▸ **Prompt**:
Write out nothing except the lines of the entries below, from the first through the one containing "2070.5 142 L", exactly and without pictures.

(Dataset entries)
************

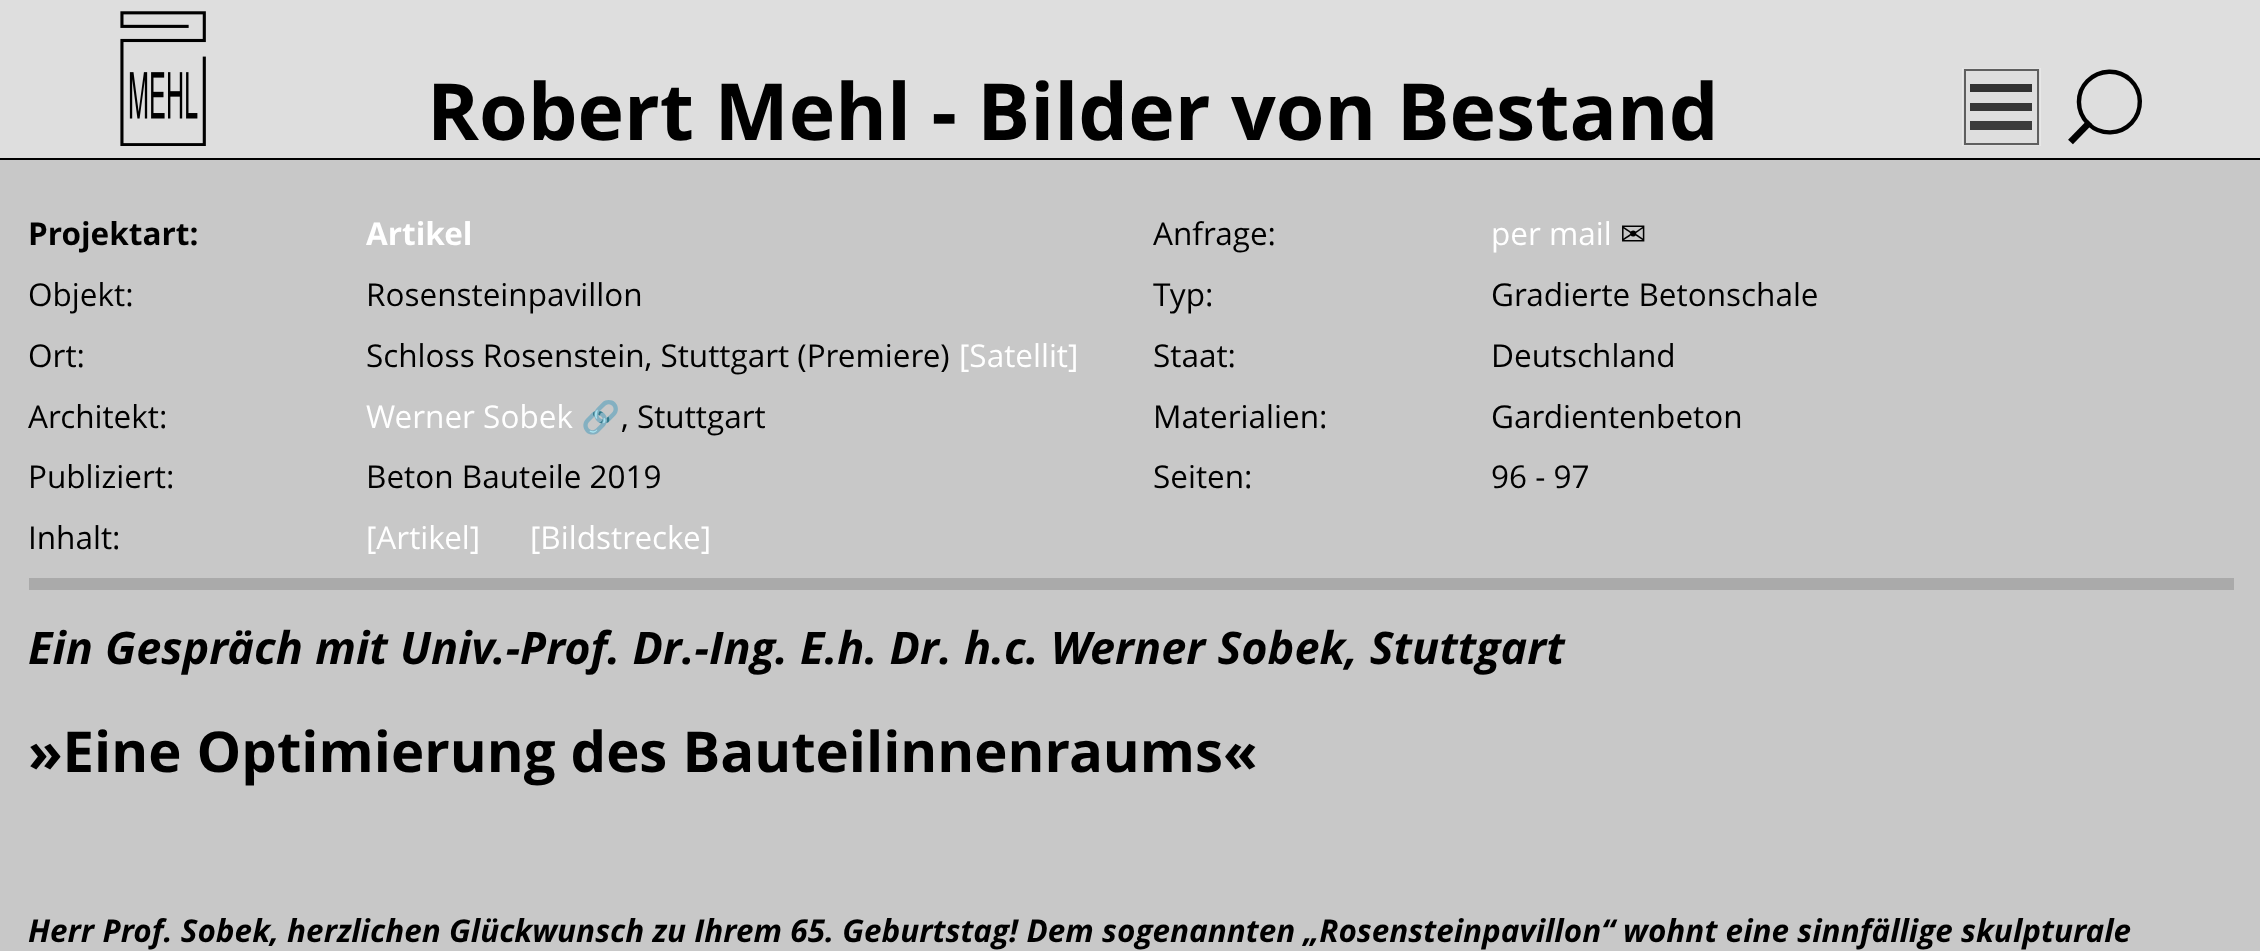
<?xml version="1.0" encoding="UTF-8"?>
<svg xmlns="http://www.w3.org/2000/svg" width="2260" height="951">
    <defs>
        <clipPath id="clip1"><rect x="1962" y="68" width="79" height="78"/></clipPath>
    </defs>
    <rect width="100%" height="100%" fill="#C8C8C8"/>
    <rect x="0" y="0" width="2260" height="158" fill="#DEDEDE"/>
    <rect x="0" y="158" width="2260" height="2" fill="#000000"/>
    <image x="120" y="11" width="86" height="135" href="img_01.png"/>
    <text x="427" y="140" font-family="Open Sans" font-size="78.75" font-weight="700" fill="#000000">Robert Mehl - Bilder von Bestand</text>
    <g clip-path="url(#clip1)">
        <path d="M 1962.5 68 H 2040.5 V 146 H 1962.5 Z" fill="none" stroke="#EEEEEE" stroke-width="0.6"/>
    </g>
    <rect x="1970" y="84" width="62" height="8" fill="#323232"/>
    <rect x="1970" y="103" width="62" height="8" fill="#373737"/>
    <rect x="1970" y="121" width="62" height="9" fill="#3C3C3C"/>
    <rect x="1965" y="70" width="73" height="74" fill="none" stroke="#5F5F5F" stroke-width="2"/>
    <path d="M 2070.5 142 L 2090 122" fill="none" stroke="#000000" stroke-width="6.8"/>
    <path d="M 2088 123.5 C 2076 111.5 2076 92.5 2087.5 81 C 2099.5 69 2118.5 68.5 2130.5 80 C 2142.5 91.5 2143 110.5 2131.5 123 C 2120 135 2101 135.5 2089 124.5" fill="none" stroke="#000000" stroke-width="4.4"/>
    <text x="28" y="245" font-family="Open Sans" font-size="31.5" font-weight="700" fill="#000000">Projektart:</text>
    <text x="366" y="245" font-family="Open Sans" font-size="31.5" font-weight="700" fill="#FFFFFF">Artikel</text>
    <text x="1153" y="245" font-family="Open Sans" font-size="31.5" fill="#000000">Anfrage:</text>
    <text x="1491" y="245" font-family="Open Sans" font-size="31.5" fill="#FFFFFF">per mail</text>
    <text x="1620" y="245" font-family="DejaVu Sans" font-size="31.5" fill="#000000">✉</text>
    <text x="28" y="306" font-family="Open Sans" font-size="31.5" fill="#000000">Objekt:</text>
    <text x="366" y="306" font-family="Open Sans" font-size="31.5" fill="#000000">Rosensteinpavillon</text>
    <text x="1153" y="306" font-family="Open Sans" font-size="31.5" fill="#000000">Typ:</text>
    <text x="1491" y="306" font-family="Open Sans" font-size="31.5" fill="#000000">Gradierte Betonschale</text>
    <text x="28" y="367" font-family="Open Sans" font-size="31.5" fill="#000000">Ort:</text>
    <text x="366" y="367" font-family="Open Sans" font-size="31.5" fill="#000000">Schloss Rosenstein, Stuttgart (Premiere)</text>
    <text x="959" y="367" font-family="Open Sans" font-size="31.5" fill="#FFFFFF">[Satellit]</text>
    <text x="1153" y="367" font-family="Open Sans" font-size="31.5" fill="#000000">Staat:</text>
    <text x="1491" y="367" font-family="Open Sans" font-size="31.5" fill="#000000">Deutschland</text>
    <text x="28" y="428" font-family="Open Sans" font-size="31.5" fill="#000000">Architekt:</text>
    <text x="366" y="428" font-family="Open Sans" font-size="31.5" fill="#FFFFFF">Werner Sobek</text>
    <text x="581" y="428" font-family="Noto Color Emoji" font-size="31.5" fill="#000000">🔗</text>
    <text x="621" y="428" font-family="Open Sans" font-size="31.5" fill="#000000">, Stuttgart</text>
    <text x="1153" y="428" font-family="Open Sans" font-size="31.5" fill="#000000">Materialien:</text>
    <text x="1491" y="428" font-family="Open Sans" font-size="31.5" fill="#000000">Gardientenbeton</text>
    <text x="28" y="488" font-family="Open Sans" font-size="31.5" fill="#000000">Publiziert:</text>
    <text x="366" y="488" font-family="Open Sans" font-size="31.5" fill="#000000">Beton Bauteile 2019</text>
    <text x="1153" y="488" font-family="Open Sans" font-size="31.5" fill="#000000">Seiten:</text>
    <text x="1491" y="488" font-family="Open Sans" font-size="31.5" fill="#000000">96 - 97</text>
    <text x="28" y="549" font-family="Open Sans" font-size="31.5" fill="#000000">Inhalt:</text>
    <text x="366" y="549" font-family="Open Sans" font-size="31.5" fill="#FFFFFF">[Artikel]</text>
    <text x="530" y="549" font-family="Open Sans" font-size="31.5" fill="#FFFFFF">[Bildstrecke]</text>
    <rect x="29" y="578" width="2205" height="12" fill="#AAAAAA"/>
    <text x="28" y="664" word-spacing="0.5" font-family="Open Sans" font-size="45" font-weight="700" font-style="italic" fill="#000000">Ein Gespräch mit Univ.-Prof. Dr.-Ing. E.h. Dr. h.c. Werner Sobek, Stuttgart</text>
    <text x="28" y="772" word-spacing="0.5" font-family="Open Sans" font-size="56.25" font-weight="700" fill="#000000">»Eine Optimierung des Bauteilinnenraums«</text>
    <text x="28" y="942" word-spacing="0.1" font-family="Open Sans" font-size="31.5" font-weight="700" font-style="italic" fill="#000000">Herr Prof. Sobek, herzlichen Glückwunsch zu Ihrem 65. Geburtstag! Dem sogenannten „Rosensteinpavillon“ wohnt eine sinnfällige skulpturale</text>
</svg>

************

▸ **Output**:
<?xml version="1.0" encoding="UTF-8"?>
<svg xmlns="http://www.w3.org/2000/svg" width="2260" height="951">
    <defs>
        <clipPath id="clip1"><rect x="1962" y="68" width="79" height="78"/></clipPath>
    </defs>
    <rect width="100%" height="100%" fill="#C8C8C8"/>
    <rect x="0" y="0" width="2260" height="158" fill="#DEDEDE"/>
    <rect x="0" y="158" width="2260" height="2" fill="#000000"/>
    <image x="120" y="11" width="86" height="135" href="img_01.png"/>
    <text x="427" y="140" font-family="Open Sans" font-size="78.75" font-weight="700" fill="#000000">Robert Mehl - Bilder von Bestand</text>
    <g clip-path="url(#clip1)">
        <path d="M 1962.5 68 H 2040.5 V 146 H 1962.5 Z" fill="none" stroke="#EEEEEE" stroke-width="0.6"/>
    </g>
    <rect x="1970" y="84" width="62" height="8" fill="#323232"/>
    <rect x="1970" y="103" width="62" height="8" fill="#373737"/>
    <rect x="1970" y="121" width="62" height="9" fill="#3C3C3C"/>
    <rect x="1965" y="70" width="73" height="74" fill="none" stroke="#5F5F5F" stroke-width="2"/>
    <path d="M 2070.5 142 L 2090 122" fill="none" stroke="#000000" stroke-width="6.8"/>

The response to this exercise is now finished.